Parents also put a stop to buying and downloading apps if they want to. The little ones can then send a request to install the respective program. Android users set similar rules for their kids and teens through Google Family Link. They also agree to or reject the download of apps there.

Lead by example

Leading by example is just as important, as the Kaspersky study shows. Children of parents who use their smartphones and other devices while eating spend an average of 39 minutes more in front of the display every day. Almost all respondents wanted to regulate their children’s screen time. However, 61 percent also stated that they themselves do not always follow the rules that they have imposed on their youngsters in an exemplary manner.

In order to be able to prepare their children for possible dangers, mom and dad should also deal with safety themselves. Many users believe that antivirus programs and firewalls adequately protect them from all risks. This is a myth, as one expert explains.

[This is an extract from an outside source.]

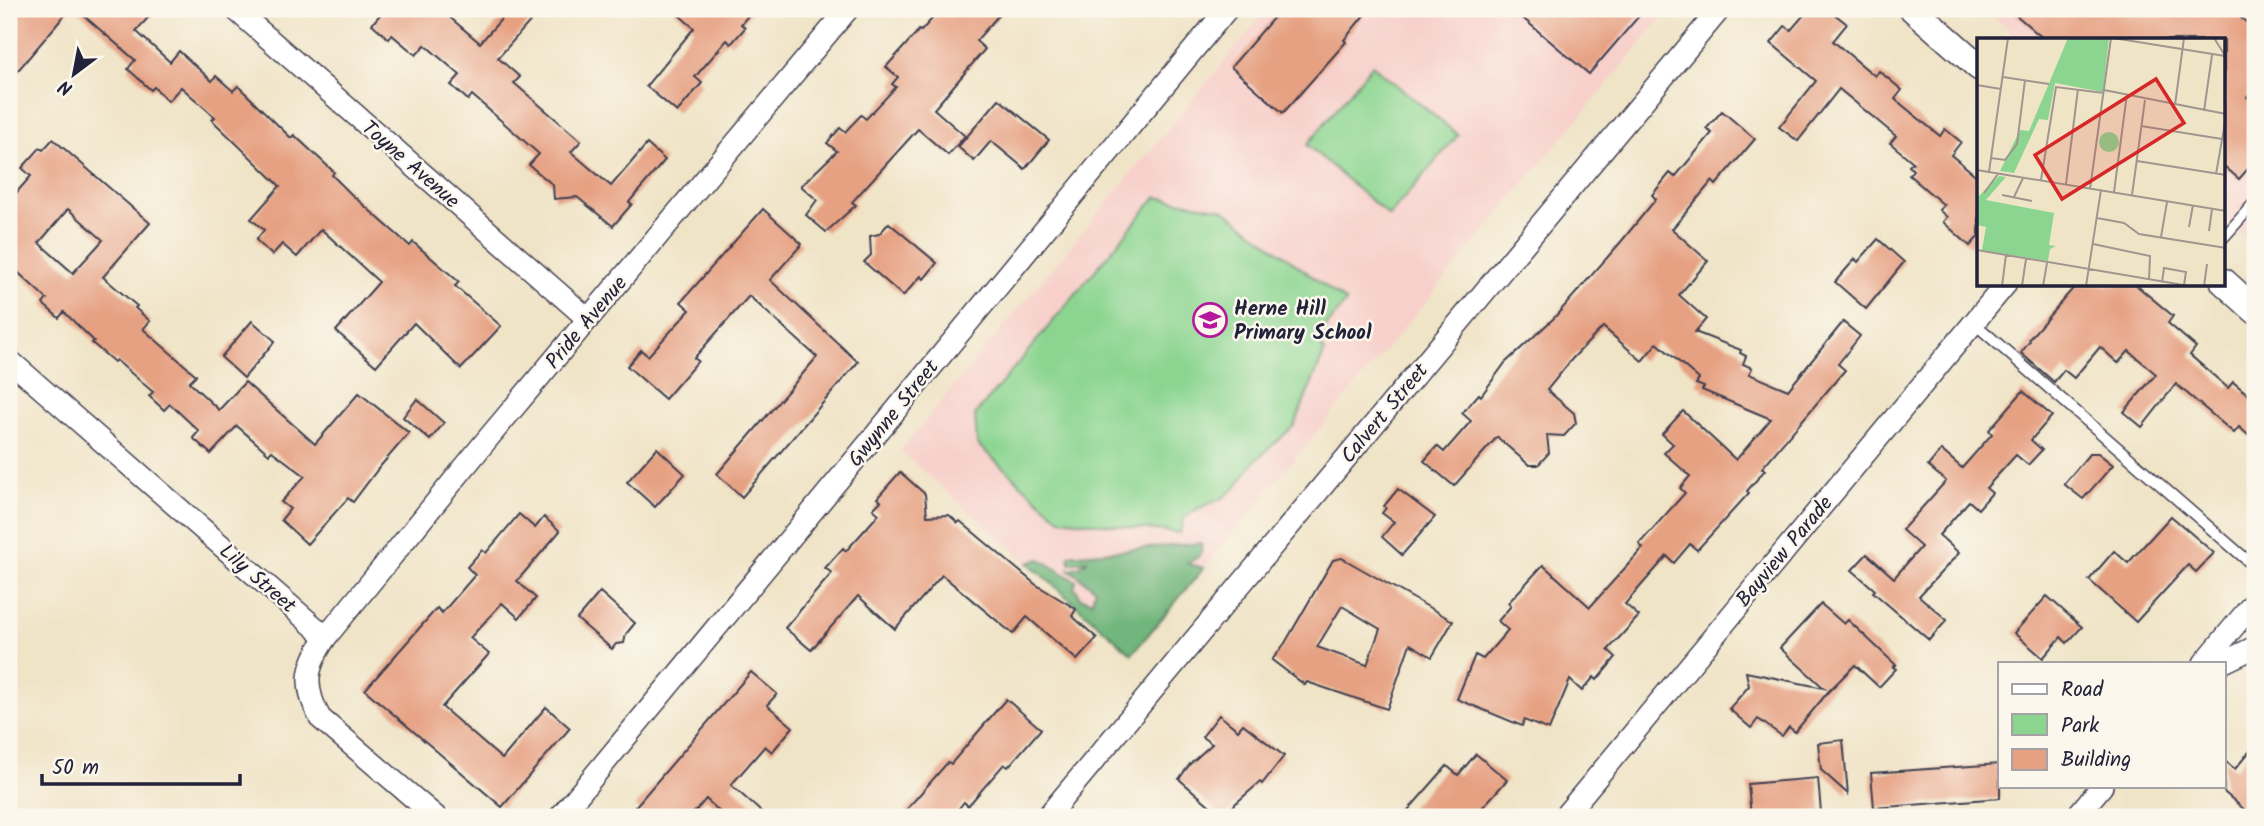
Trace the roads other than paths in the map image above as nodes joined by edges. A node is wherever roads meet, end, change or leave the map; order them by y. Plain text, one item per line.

Many believed “that the use of a security solution protects them from all dangers,” says Christian Funk. When asked by the news agency spot on news, the head of the German-speaking research and analysis team at Kaspersky explains: “Although many security solutions have already integrated anti-phishing technologies, for example, when the user enters their data on a phishing website, this information arrives still in the hands of the scammers.”

What is phishing?

According to Funk, fraudsters posing as employees of a service in order to obtain passwords are “very common – this is called ‘phishing’ in technical jargon. The cybercriminals are basically fishing for data”.

“Unfortunately, Germany is once again the world leader in terms of the number of incoming phishing emails. In the vast majority of cases, such emails seem to have been sent in the guise of a bank or an online shop in order to increase their success rate,” explains the IT expert. Users should never click on links and enter their login data there. The expert advises that it is better to visit the official websites of providers or services directly via the browser. Such messages also often make the rounds on WhatsApp – often with reference to alleged competitions.

The account is gone

As part of this year’s Safer Internet Day, Google draws particular attention to the dangers of account hijacking. What is meant by this is the takeover of a user account by criminals who previously gained access using phishing methods, for example. These can then try, among other things, to get further data such as payment information and photos. Identity theft can also result.

In order to protect yourself against this, the most important thing is to use apps, websites and messages consciously and carefully. Users should be particularly careful with foreign senders. That’s the advice of Jeroen Kemperman, Product Manager GSEC at Google. “A healthy basic skepticism” is appropriate, “especially when it comes to opening links, attachments and downloads that were not requested”.

Equally important is the use of passwords that cannot be easily guessed and two-factor authentication. In addition to the password, users identify themselves with a security code. Depending on the service, this is sent, for example, by SMS to a stored cell phone number. The code is usually only valid for a short period of time and only once.

Technical helpers for the smartphone

From a technical point of view, “the same cybersecurity rules apply to smartphones as to conventional computers,” says Funk. Users should “choose their own secure password for each service or app, update software and apps regularly and use the automatic update mechanisms to close any security gaps”. In addition, he advises disabling “download from unknown sources” in the settings “to protect against malware”. Optionally, users could also use a VPN service “to disguise the location of the device and to protect the transmitted information”.

Both Apple, Kaspersky and Google are official supporters of Safer Internet Day. Among other things, Apple is offering free sessions for parents and educators until the end of the week. In these, the company would like to convey appropriate advice and tips.